Home TvFilm«Tutti i nostri desideri»: trama, cast, trailer

«Tutti i nostri desideri»: trama, cast, trailer

Un'importante tematica sociale, come l’indebitamento bancario delle famiglie, al centro di questo interessante film di Philippe Lioret che però racconta soprattutto una bella storia di condivisione

Foto: Marie Gillain e Vincent Lindon nel film "Tutti i nostri desideri"

22 Settembre 2017 | 18:32 di Angelo De Marinis

I figli frequentano la stessa scuola materna a Lione: la routine comune fa incontrare Claire e Cèline, due donne che vivono una condizione di grande sofferenza anche se per motivi molto diversi.

Claire è un magistrato del Tribunale e apparentemente sembra la più fortunata, ha un bel lavoro e una vita familiare serena mentre Cèline è ridotta a una condizione di miseria  perché si è indebitata fino al collo con una banca che ha ingannato la sua buona fede, imponendole in modo non trasparente clausole molto onerose. 

Nel'esistenza "senza problemi" di Claire, invece, ha fatto irruzione una malattia incurabile che lei tiene nascosta per non turbare l’equilibrio dei suoi bambini e del marito. Entrambe le donne hanno coraggio e dignità da vendere.

Quando in tribunale le si presenta davanti Cèline, in Claire scatta un immediato sentimento di solidarietà che non è pietismo ma volontà di adoperarsi con gli strumenti della sua professione per aiutare l'altra, vittima di un’ingiustizia. Si appassiona al suo caso e per affrontarlo con maggiore competenza si rivolge a Stéphane un collega più esperto. Insieme decidono, tra tanti ostacoli, di dar battaglia legale alla banca che ha rovinato finanziariamente Cèline.

La condivisione di un obiettivo comune, di ideali e valori autentici, farà nascere un rapporto profondo tra i due che rimarrà nella sfera della vicinanza di lavoro e affettiva ma non per questo meno forte. La rivelazione della malattia e la consapevolezza di un tempo limitato da trascorrere insieme alimenta ancora di più la loro energia e il loro slancio vitale. 

Difficile non rimanere coinvolti dalla storia che non indulge a sentimentalismi strappalacrime, affronta con pacatezza il difficile tema dell’imminenza della morte e ribadisce che comunque anche la malattia è un tempo di vita. Non ci sono scene d'amore eloquenti ma i desideri bastano per rendere emozionanti le storie.

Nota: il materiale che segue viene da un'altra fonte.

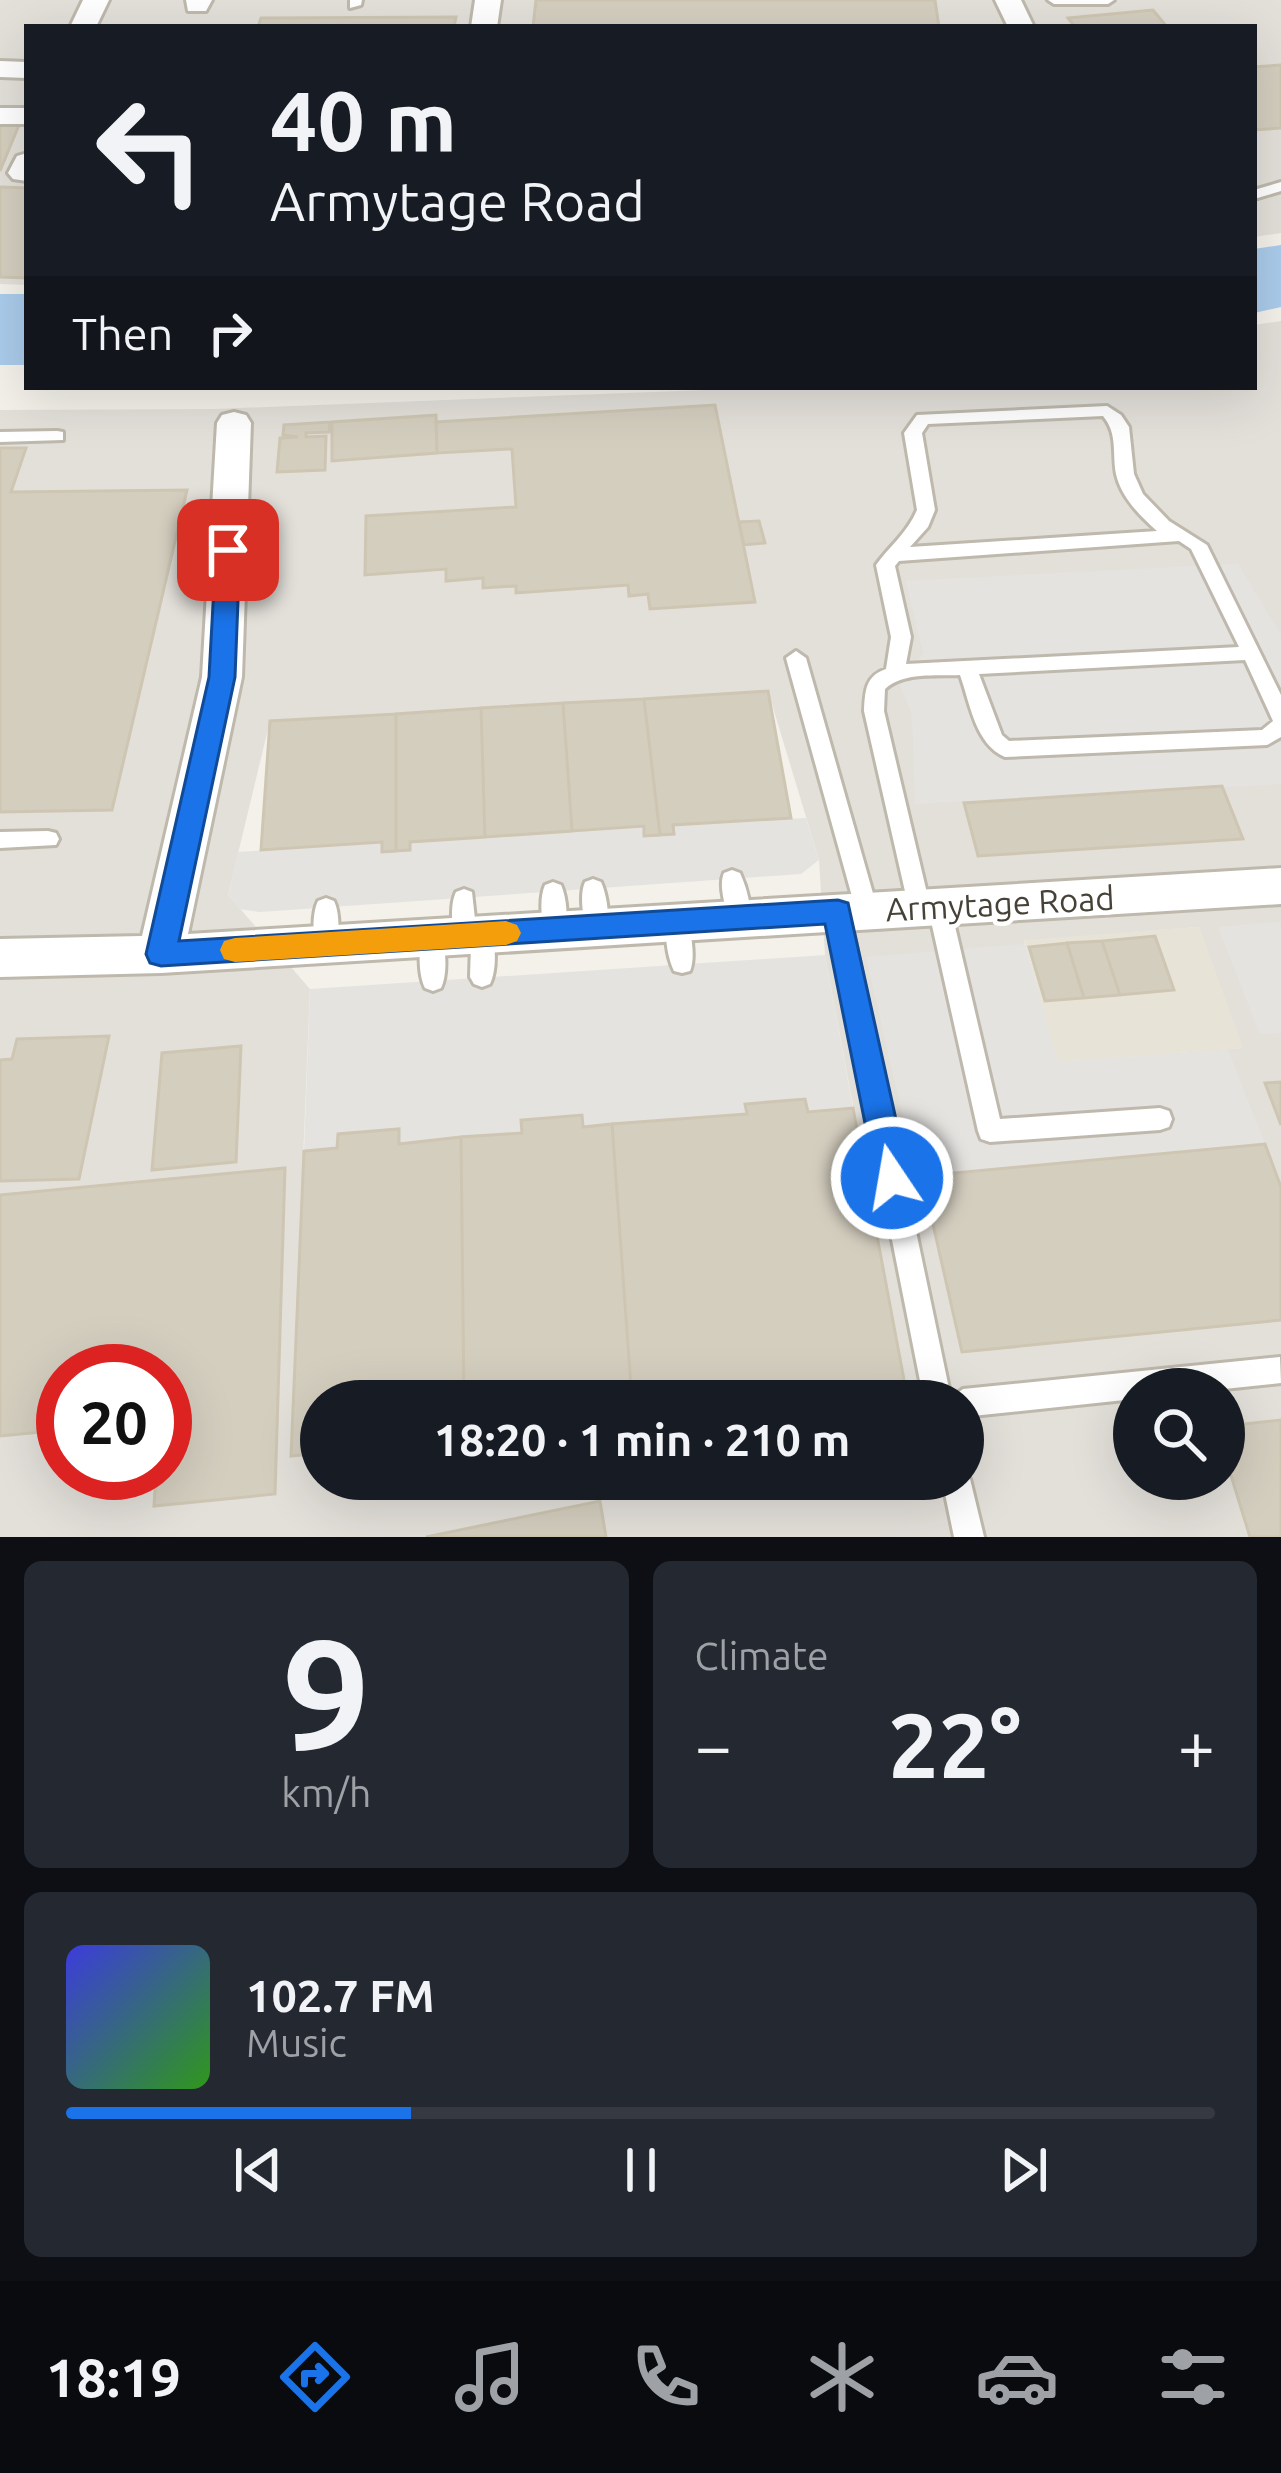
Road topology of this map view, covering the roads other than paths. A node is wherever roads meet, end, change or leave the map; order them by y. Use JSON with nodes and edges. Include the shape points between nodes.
{"nodes":[{"id":1,"x":1054,"y":0,"type":"edge"},
{"id":2,"x":1108,"y":0,"type":"edge"},
{"id":3,"x":234,"y":423,"type":"dead end"},
{"id":4,"x":57,"y":436,"type":"dead end"},
{"id":5,"x":0,"y":437,"type":"edge"},
{"id":6,"x":1176,"y":535,"type":"junction"},
{"id":7,"x":890,"y":555,"type":"junction"},
{"id":8,"x":1252,"y":653,"type":"junction"},
{"id":9,"x":796,"y":658,"type":"dead end"},
{"id":10,"x":968,"y":667,"type":"junction"},
{"id":11,"x":895,"y":673,"type":"junction"},
{"id":12,"x":1281,"y":716,"type":"edge"},
{"id":13,"x":1281,"y":726,"type":"edge"},
{"id":14,"x":48,"y":839,"type":"dead end"},
{"id":15,"x":0,"y":840,"type":"edge"},
{"id":16,"x":1281,"y":886,"type":"edge"},
{"id":17,"x":930,"y":909,"type":"junction"},
{"id":18,"x":852,"y":911,"type":"junction"},
{"id":19,"x":161,"y":954,"type":"junction"},
{"id":20,"x":0,"y":958,"type":"edge"},
{"id":21,"x":1160,"y":1119,"type":"dead end"},
{"id":22,"x":1280,"y":1370,"type":"edge"},
{"id":23,"x":934,"y":1380,"type":"edge"},
{"id":24,"x":984,"y":1400,"type":"edge"},
{"id":25,"x":961,"y":1500,"type":"edge"},
{"id":26,"x":969,"y":1537,"type":"edge"}],
"edges":[{"from":1,"to":2,"type":"lane"},
{"from":3,"to":19,"type":"street","via":[[222,677]]},
{"from":4,"to":5,"type":"lane"},
{"from":6,"to":7,"type":"lane"},
{"from":6,"to":7,"type":"lane","via":[[1129,485],[1124,431],[1107,411],[942,416],[915,427],[926,511]]},
{"from":6,"to":8,"type":"lane","via":[[1198,545]]},
{"from":7,"to":11,"type":"lane","via":[[885,565],[902,638]]},
{"from":8,"to":10,"type":"lane"},
{"from":8,"to":12,"type":"lane"},
{"from":9,"to":18,"type":"lane"},
{"from":10,"to":11,"type":"lane"},
{"from":10,"to":13,"type":"lane","via":[[993,739],[1005,749],[1267,737]]},
{"from":11,"to":17,"type":"lane","via":[[875,687],[874,711]]},
{"from":14,"to":15,"type":"lane"},
{"from":16,"to":17,"type":"street","name":"Armytage Road"},
{"from":17,"to":18,"type":"street","name":"Armytage Road"},
{"from":17,"to":21,"type":"lane","via":[[990,1131]]},
{"from":18,"to":19,"type":"street","name":"Armytage Road","via":[[736,898],[679,943],[575,909],[460,944],[326,926]]},
{"from":18,"to":23,"type":"lane"},
{"from":19,"to":20,"type":"street","name":"Armytage Road"},
{"from":22,"to":24,"type":"lane"},
{"from":25,"to":26,"type":"lane"}]}
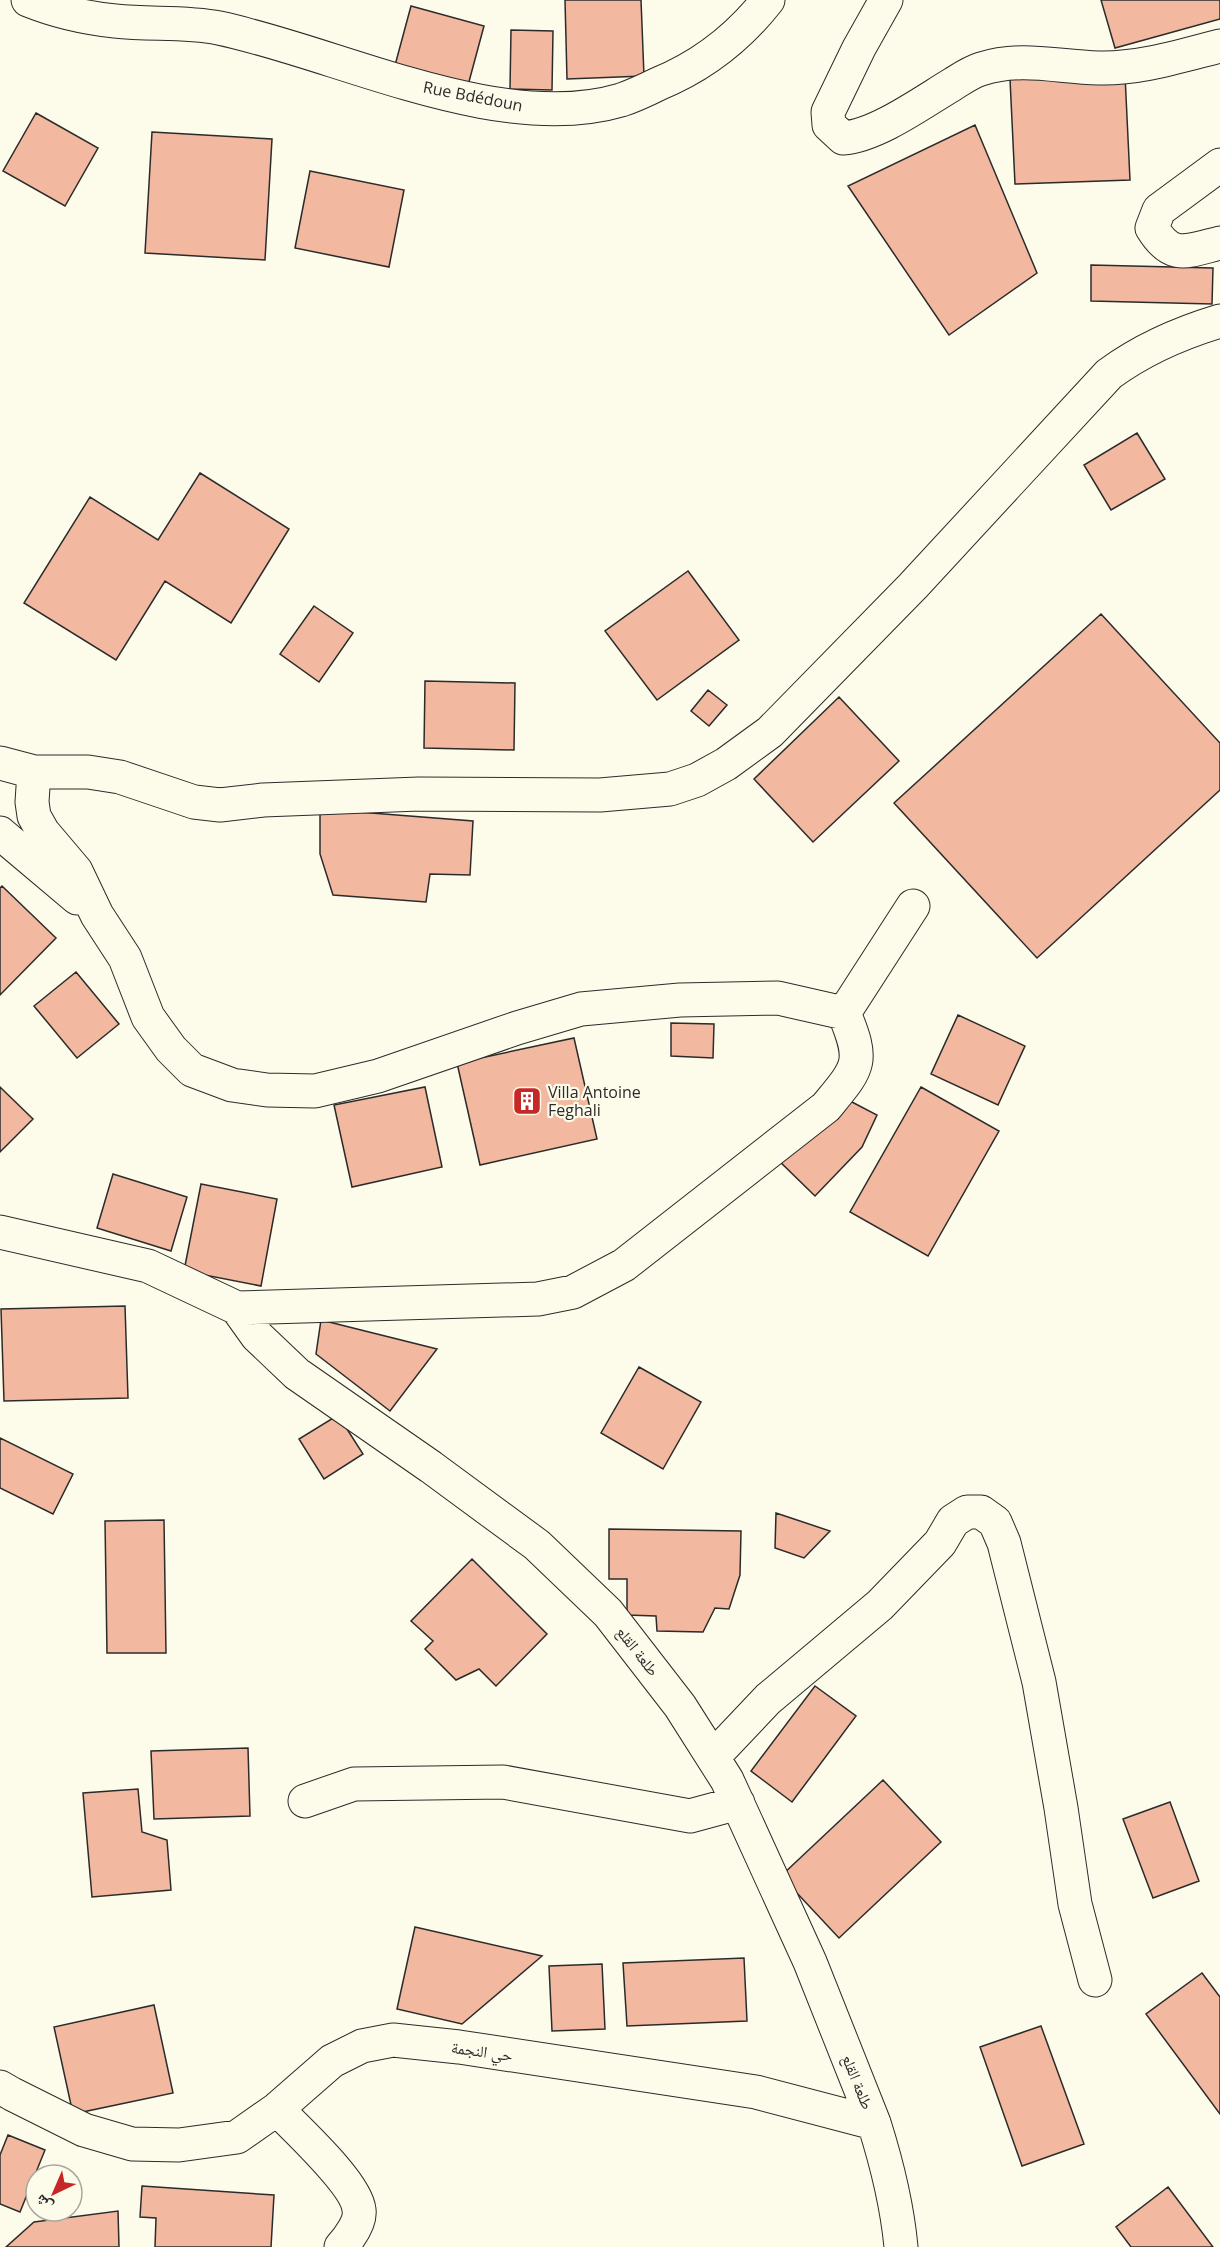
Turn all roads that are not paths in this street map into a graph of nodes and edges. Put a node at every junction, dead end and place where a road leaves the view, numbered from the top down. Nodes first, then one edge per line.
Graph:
1 (28, 0) edge
2 (768, 0) edge
3 (886, 0) edge
4 (184, 12) edge
5 (1220, 46) edge
6 (1220, 165) edge
7 (1220, 243) edge
8 (1220, 321) edge
9 (0, 763) edge
10 (33, 772) junction
11 (0, 833) edge
12 (913, 906) dead end
13 (97, 915) junction
14 (844, 1013) junction
15 (0, 1233) edge
16 (237, 1308) junction
17 (714, 1756) junction
18 (305, 1801) dead end
19 (738, 1803) junction
20 (1095, 1980) dead end
21 (0, 2087) edge
22 (277, 2109) junction
23 (874, 2123) junction
24 (341, 2247) edge
25 (901, 2247) edge

1 - 4 street, Rue Bdédoun
2 - 4 street, Rue Bdédoun
3 - 5 street
6 - 7 street
8 - 10 street
9 - 10 street
10 - 13 street
11 - 13 street
12 - 14 street
13 - 14 street
14 - 16 street
15 - 16 street
16 - 17 street, طلعة القلع
17 - 19 street, طلعة القلع
17 - 20 street
18 - 19 street
19 - 23 street, طلعة القلع
21 - 22 street, حي النجمة
22 - 23 street, حي النجمة
22 - 24 street
23 - 25 street

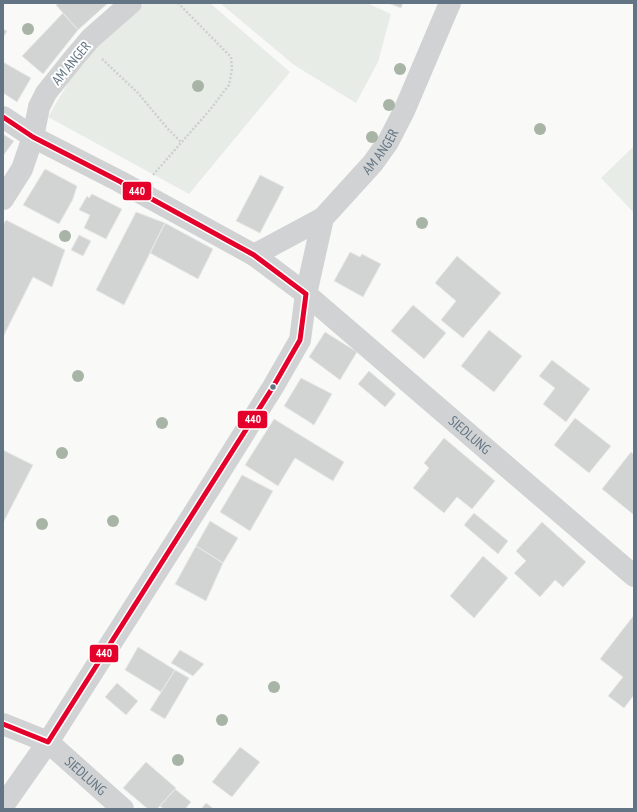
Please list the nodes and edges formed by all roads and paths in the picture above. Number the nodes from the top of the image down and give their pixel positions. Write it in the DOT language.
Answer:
graph roads {
  1 [pos="131,3"];
  2 [pos="178,3"];
  3 [pos="450,3"];
  4 [pos="86,44"];
  5 [pos="3,117"];
  6 [pos="33,137"];
  7 [pos="181,142"];
  8 [pos="139,192"];
  9 [pos="3,199"];
  10 [pos="323,218"];
  11 [pos="254,255"];
  12 [pos="306,294"];
  13 [pos="634,576"];
  14 [pos="3,724"];
  15 [pos="48,742"];
  16 [pos="3,806"];
  17 [pos="123,809"];
  1 -- 4 [label="street, AM ANGER"];
  2 -- 7 [label="path"];
  3 -- 10 [label="street, AM ANGER"];
  4 -- 6 [label="street, AM ANGER"];
  4 -- 7 [label="path"];
  5 -- 6 [label="street, SIEDLUNG"];
  6 -- 8 [label="street, SIEDLUNG"];
  6 -- 9 [label="street, AM ANGER"];
  7 -- 8 [label="path"];
  8 -- 11 [label="street, SIEDLUNG"];
  10 -- 11 [label="street"];
  10 -- 12 [label="street"];
  11 -- 12 [label="street, SIEDLUNG"];
  12 -- 13 [label="street, SIEDLUNG"];
  12 -- 15 [label="street"];
  14 -- 15 [label="street, SIEDLUNG"];
  15 -- 16 [label="street"];
  15 -- 17 [label="street, SIEDLUNG"];
}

Il film è tratto dal romanzo di Emmanuel Carrère Vite che non sono la mia pubblicato da Einaudi.


Cast

Il regista del film è Philippe Lioret che già in Welcome nel 2009 aveva affrontato un altro tema sociale scottante come l'immigrazione clandestina. Da evidenziare la recitazione, priva di toni melodrammatici, intensa ma asciutta, di Marie Gillain e Vincent Lindon rispettivamente Claire e Stèphane mentre Marie Amandine Dewasmes è Cèline, donna fiera, orgogliosa, non sottomessa dalla vita. Yannick Renier interpreta il marito di Claire, Christophe, ignaro della malattia ma consapevole dell'affinità, del rapporto importante che sua moglie ha stabilito con Stèphane di cui è molto geloso.  

Il film è stato presentato alla 68ma Mostra Internazionale del Cinema di Venezia.